2.2. ESR1 Methylation Prevalence in cfDNA and Its Prognostic Value
The methylation of ESR1 was successfully determined in all 31 patients from cohort 1 and 18/20 healthy blood donors (HBDs; EDTA tubes), as well as 17/18 patients from cohort 2 and 7/10 HBDs (CellSave tubes). Figure 2 summarizes the cohorts and samples included in this study. ESR1 methylation levels of HBDs were not significantly different between Ethylenediaminetetraacetic acid (EDTA, n = 7) and CellSave tubes (n = 18) from different donors (Mann–Whitney U p = 0.809). The median age of patients was higher than the median age of healthy donors in cohort 1 (Mann–Whitney U p = 0.009) but not cohort 2 (Mann–Whitney U p = 0.391, Table S1).
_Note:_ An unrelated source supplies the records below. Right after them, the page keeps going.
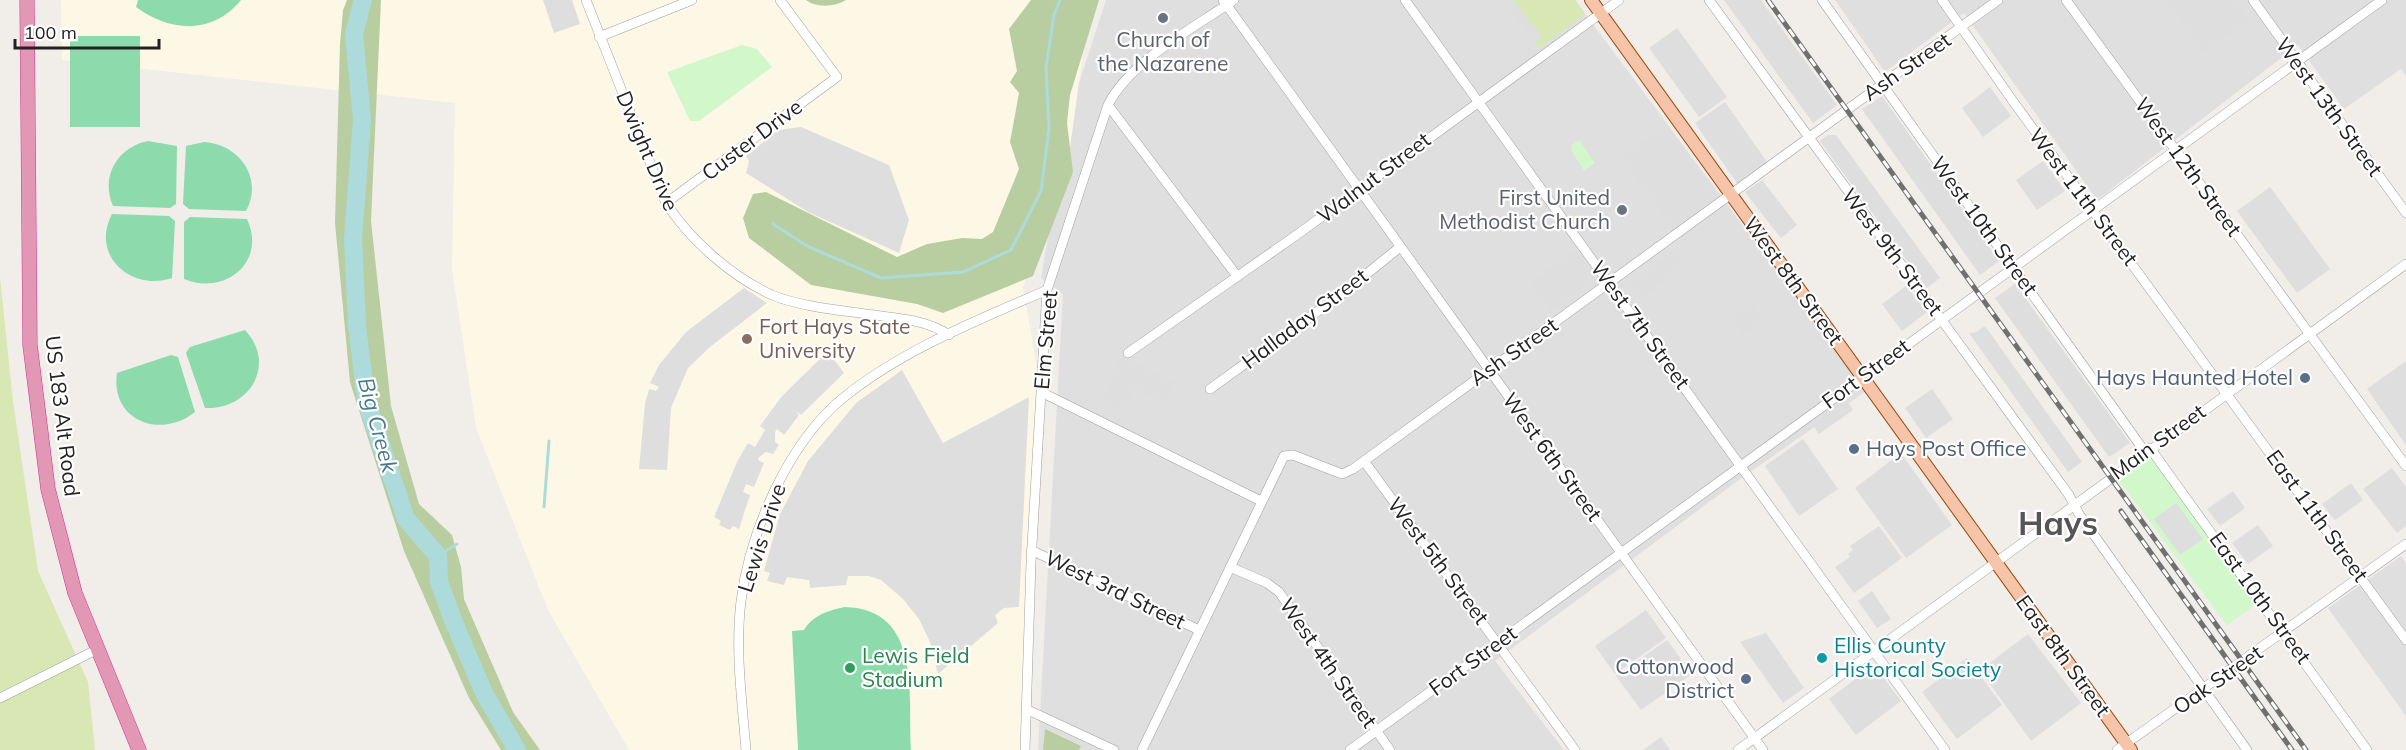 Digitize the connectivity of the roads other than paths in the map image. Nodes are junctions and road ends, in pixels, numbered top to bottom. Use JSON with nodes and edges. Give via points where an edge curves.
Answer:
{"nodes":[{"id":1,"x":27,"y":0,"type":"edge"},
{"id":2,"x":586,"y":0,"type":"edge"},
{"id":3,"x":692,"y":0,"type":"edge"},
{"id":4,"x":780,"y":0,"type":"edge"},
{"id":5,"x":1405,"y":0,"type":"edge"},
{"id":6,"x":1591,"y":0,"type":"edge"},
{"id":7,"x":1619,"y":0,"type":"edge"},
{"id":8,"x":1709,"y":0,"type":"edge"},
{"id":9,"x":1822,"y":0,"type":"edge"},
{"id":10,"x":1942,"y":0,"type":"edge"},
{"id":11,"x":1998,"y":0,"type":"edge"},
{"id":12,"x":2066,"y":0,"type":"edge"},
{"id":13,"x":2253,"y":0,"type":"edge"},
{"id":14,"x":2382,"y":0,"type":"edge"},
{"id":15,"x":1228,"y":2,"type":"edge"},
{"id":16,"x":1600,"y":13,"type":"junction"},
{"id":17,"x":1962,"y":28,"type":"junction"},
{"id":18,"x":599,"y":37,"type":"junction"},
{"id":19,"x":2297,"y":63,"type":"junction"},
{"id":20,"x":1882,"y":84,"type":"junction"},
{"id":21,"x":1478,"y":101,"type":"junction"},
{"id":22,"x":1108,"y":105,"type":"junction"},
{"id":23,"x":1807,"y":137,"type":"junction"},
{"id":24,"x":2175,"y":149,"type":"junction"},
{"id":25,"x":1359,"y":189,"type":"junction"},
{"id":26,"x":1731,"y":194,"type":"junction"},
{"id":27,"x":666,"y":203,"type":"junction"},
{"id":28,"x":2094,"y":211,"type":"junction"},
{"id":29,"x":2406,"y":213,"type":"edge"},
{"id":30,"x":1400,"y":247,"type":"junction"},
{"id":31,"x":2406,"y":264,"type":"edge"},
{"id":32,"x":2014,"y":267,"type":"junction"},
{"id":33,"x":1238,"y":276,"type":"junction"},
{"id":34,"x":1609,"y":283,"type":"junction"},
{"id":35,"x":1047,"y":290,"type":"junction"},
{"id":36,"x":1942,"y":319,"type":"junction"},
{"id":37,"x":2308,"y":334,"type":"junction"},
{"id":38,"x":949,"y":335,"type":"junction"},
{"id":39,"x":1128,"y":353,"type":"dead end"},
{"id":40,"x":1488,"y":369,"type":"junction"},
{"id":41,"x":1863,"y":377,"type":"junction"},
{"id":42,"x":1210,"y":390,"type":"dead end"},
{"id":43,"x":1041,"y":392,"type":"junction"},
{"id":44,"x":2227,"y":393,"type":"junction"},
{"id":45,"x":2148,"y":450,"type":"junction"},
{"id":46,"x":1364,"y":461,"type":"junction"},
{"id":47,"x":1741,"y":465,"type":"junction"},
{"id":48,"x":2406,"y":466,"type":"edge"},
{"id":49,"x":1261,"y":501,"type":"junction"},
{"id":50,"x":2075,"y":503,"type":"junction"},
{"id":51,"x":2406,"y":544,"type":"edge"},
{"id":52,"x":1031,"y":550,"type":"junction"},
{"id":53,"x":1621,"y":552,"type":"junction"},
{"id":54,"x":1996,"y":562,"type":"junction"},
{"id":55,"x":1230,"y":567,"type":"junction"},
{"id":56,"x":2361,"y":577,"type":"junction"},
{"id":57,"x":1199,"y":630,"type":"junction"},
{"id":58,"x":2285,"y":633,"type":"junction"},
{"id":59,"x":2406,"y":640,"type":"edge"},
{"id":60,"x":1497,"y":642,"type":"junction"},
{"id":61,"x":98,"y":649,"type":"junction"},
{"id":62,"x":1875,"y":650,"type":"junction"},
{"id":63,"x":2203,"y":689,"type":"junction"},
{"id":64,"x":0,"y":698,"type":"edge"},
{"id":65,"x":1028,"y":710,"type":"junction"},
{"id":66,"x":1376,"y":732,"type":"junction"},
{"id":67,"x":1754,"y":738,"type":"junction"},
{"id":68,"x":2125,"y":748,"type":"edge"},
{"id":69,"x":139,"y":750,"type":"edge"},
{"id":70,"x":746,"y":750,"type":"edge"},
{"id":71,"x":1025,"y":750,"type":"edge"},
{"id":72,"x":1113,"y":750,"type":"edge"},
{"id":73,"x":1142,"y":750,"type":"edge"},
{"id":74,"x":1350,"y":750,"type":"edge"},
{"id":75,"x":1390,"y":750,"type":"edge"},
{"id":76,"x":1575,"y":750,"type":"edge"},
{"id":77,"x":1738,"y":750,"type":"edge"},
{"id":78,"x":1763,"y":750,"type":"edge"},
{"id":79,"x":1945,"y":750,"type":"edge"},
{"id":80,"x":2247,"y":750,"type":"edge"},
{"id":81,"x":2367,"y":750,"type":"edge"}],
"edges":[{"from":1,"to":61,"type":"highway","name":"US 183 Alt Road","via":[[30,345],[48,489],[75,593]]},
{"from":2,"to":18,"type":"street","name":"Dwight Drive"},
{"from":3,"to":18,"type":"street"},
{"from":4,"to":27,"type":"street","name":"Custer Drive","via":[[837,77]]},
{"from":5,"to":21,"type":"street","name":"West 7th Street"},
{"from":6,"to":16,"type":"main road","name":"West 8th Street"},
{"from":7,"to":16,"type":"street","name":"Walnut Street"},
{"from":8,"to":23,"type":"street","name":"West 9th Street"},
{"from":9,"to":20,"type":"street","name":"West 10th Street"},
{"from":10,"to":17,"type":"street","name":"West 11th Street"},
{"from":11,"to":17,"type":"street","name":"Ash Street"},
{"from":12,"to":24,"type":"street","name":"West 12th Street"},
{"from":13,"to":19,"type":"street","name":"West 13th Street"},
{"from":14,"to":19,"type":"street","name":"Fort Street"},
{"from":15,"to":22,"type":"street","name":"Elm Street","via":[[1129,76]]},
{"from":15,"to":25,"type":"street","name":"West 6th Street"},
{"from":16,"to":21,"type":"street","name":"Walnut Street"},
{"from":16,"to":26,"type":"main road","name":"West 8th Street"},
{"from":17,"to":20,"type":"street","name":"Ash Street"},
{"from":17,"to":28,"type":"street","name":"West 11th Street"},
{"from":18,"to":27,"type":"street","name":"Dwight Drive"},
{"from":19,"to":24,"type":"street","name":"Fort Street"},
{"from":19,"to":29,"type":"street","name":"West 13th Street"},
{"from":20,"to":23,"type":"street","name":"Ash Street"},
{"from":20,"to":32,"type":"street","name":"West 10th Street"},
{"from":21,"to":25,"type":"street","name":"Walnut Street"},
{"from":21,"to":34,"type":"street","name":"West 7th Street"},
{"from":22,"to":33,"type":"street"},
{"from":22,"to":35,"type":"street","name":"Elm Street"},
{"from":23,"to":26,"type":"street","name":"Ash Street"},
{"from":23,"to":36,"type":"street","name":"West 9th Street"},
{"from":24,"to":28,"type":"street","name":"Fort Street"},
{"from":24,"to":37,"type":"street","name":"West 12th Street"},
{"from":25,"to":30,"type":"street","name":"West 6th Street"},
{"from":25,"to":33,"type":"street","name":"Walnut Street"},
{"from":26,"to":34,"type":"street","name":"Ash Street"},
{"from":26,"to":41,"type":"main road","name":"West 8th Street"},
{"from":27,"to":38,"type":"street","name":"Dwight Drive","via":[[678,222],[717,260],[774,296],[914,321],[938,327]]},
{"from":28,"to":32,"type":"street","name":"Fort Street"},
{"from":28,"to":44,"type":"street","name":"West 11th Street"},
{"from":30,"to":40,"type":"street","name":"West 6th Street"},
{"from":30,"to":42,"type":"street","name":"Halladay Street"},
{"from":31,"to":37,"type":"street","name":"Main Street"},
{"from":32,"to":36,"type":"street","name":"Fort Street","via":[[1979,296]]},
{"from":32,"to":45,"type":"street","name":"West 10th Street"},
{"from":33,"to":39,"type":"street","name":"Walnut Street"},
{"from":34,"to":40,"type":"street","name":"Ash Street"},
{"from":34,"to":47,"type":"street","name":"West 7th Street"},
{"from":35,"to":38,"type":"street","name":"Lewis Drive"},
{"from":35,"to":43,"type":"street","name":"Elm Street"},
{"from":36,"to":41,"type":"street","name":"Fort Street"},
{"from":36,"to":50,"type":"street","name":"West 9th Street"},
{"from":37,"to":44,"type":"street","name":"Main Street"},
{"from":37,"to":48,"type":"street","name":"West 12th Street"},
{"from":38,"to":70,"type":"street","name":"Lewis Drive","via":[[871,378],[842,399],[796,449],[774,490],[741,600],[739,651]]},
{"from":40,"to":46,"type":"street","name":"Ash Street"},
{"from":40,"to":53,"type":"street","name":"West 6th Street"},
{"from":41,"to":47,"type":"street","name":"Fort Street"},
{"from":41,"to":54,"type":"main road","name":"West 8th Street"},
{"from":43,"to":49,"type":"street"},
{"from":43,"to":52,"type":"street","name":"Elm Street"},
{"from":44,"to":45,"type":"street","name":"Main Street"},
{"from":44,"to":56,"type":"street","name":"East 11th Street"},
{"from":45,"to":50,"type":"street","name":"Main Street"},
{"from":45,"to":58,"type":"street","name":"East 10th Street"},
{"from":46,"to":49,"type":"street","name":"Ash Street","via":[[1342,474],[1293,455],[1284,456]]},
{"from":46,"to":60,"type":"street","name":"West 5th Street"},
{"from":47,"to":53,"type":"street","name":"Fort Street"},
{"from":47,"to":62,"type":"street","name":"West 7th Street"},
{"from":49,"to":55,"type":"street","name":"Ash Street"},
{"from":50,"to":54,"type":"street","name":"Main Street"},
{"from":50,"to":63,"type":"street","name":"West 9th Street"},
{"from":51,"to":56,"type":"street","name":"Oak Street"},
{"from":52,"to":57,"type":"street","name":"West 3rd Street"},
{"from":52,"to":65,"type":"street","name":"Elm Street"},
{"from":53,"to":60,"type":"street","name":"Fort Street"},
{"from":53,"to":67,"type":"street","name":"West 6th Street"},
{"from":54,"to":62,"type":"street","name":"Main Street"},
{"from":54,"to":68,"type":"main road","name":"East 8th Street"},
{"from":55,"to":57,"type":"street","name":"Ash Street"},
{"from":55,"to":66,"type":"street","name":"West 4th Street","via":[[1279,592]]},
{"from":56,"to":58,"type":"street","name":"Oak Street"},
{"from":56,"to":59,"type":"street","name":"East 11th Street"},
{"from":57,"to":73,"type":"street","name":"Ash Street"},
{"from":58,"to":63,"type":"street","name":"Oak Street"},
{"from":58,"to":81,"type":"street","name":"East 10th Street"},
{"from":60,"to":66,"type":"street","name":"Fort Street"},
{"from":60,"to":76,"type":"street","name":"West 5th Street"},
{"from":61,"to":64,"type":"street"},
{"from":61,"to":69,"type":"highway","name":"US 183 Alt Road"},
{"from":62,"to":67,"type":"street","name":"Main Street"},
{"from":62,"to":79,"type":"street","name":"West 7th Street"},
{"from":63,"to":68,"type":"street","name":"Oak Street"},
{"from":63,"to":80,"type":"street","name":"West 9th Street"},
{"from":65,"to":71,"type":"street","name":"Elm Street"},
{"from":65,"to":72,"type":"street"},
{"from":66,"to":74,"type":"street","name":"Fort Street"},
{"from":66,"to":75,"type":"street","name":"West 4th Street"},
{"from":67,"to":77,"type":"street","name":"Main Street"},
{"from":67,"to":78,"type":"street","name":"West 6th Street"}]}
In patient samples, ESR1 methylation levels exceeded the cut-off in 12/31 (39%) endocrine treatment-naïve patients from cohort 1 and in 7/17 (41%) patients from cohort 2 post endocrine treatment, which was not significantly different (Fisher’s exact p = 1, Figure 3A). Importantly, the presence of ESR1 methylation in plasma at baseline was not predictive for progression-free survival on first-line treatment with an aromatase inhibitor (AI) in cohort 1 (logrank p = 0.660). From the 19 patients in which we detected ESR1 methylation, 3 also carried an ESR1 mutation (16%), whereas in the 28 patients without ESR1 methylation, 8 showed an ESR1 mutation (29%, Fisher’s exact p = 0.319). The proportion of patients who were positive for ESR1 methylation significantly increased with age (Figure 3B, chi-square test for trend p < 0.001).
Figure 2
Flow chart of patient samples and healthy donor samples that were included in this study.
Figure 3
(A,B). ESR1 methylation in cfDNA from patients from cohorts A and B. (A). Prevalence of ESR1 methylation in cfDNA is not increased in endocrine-resistant patients; Fisher’s exact test (B). Prevalence of ESR1 methylation in cfDNA increased with age; chi-square test for trend (C–F). ESR1 methylation in cfDNA from healthy subjects, and association with age. Data were publicly available and downloaded from Hannum et al. Mol Cell 2013. (C). Beta value of cg15980539, targeted by our ESR1 methylation assay (D). Median beta value of CpG dinucleotides located at promoter A (E). Median beta value of CpG dinucleotides located at promoter B (F). Median beta value of CpG dinucleotides located at promoter C.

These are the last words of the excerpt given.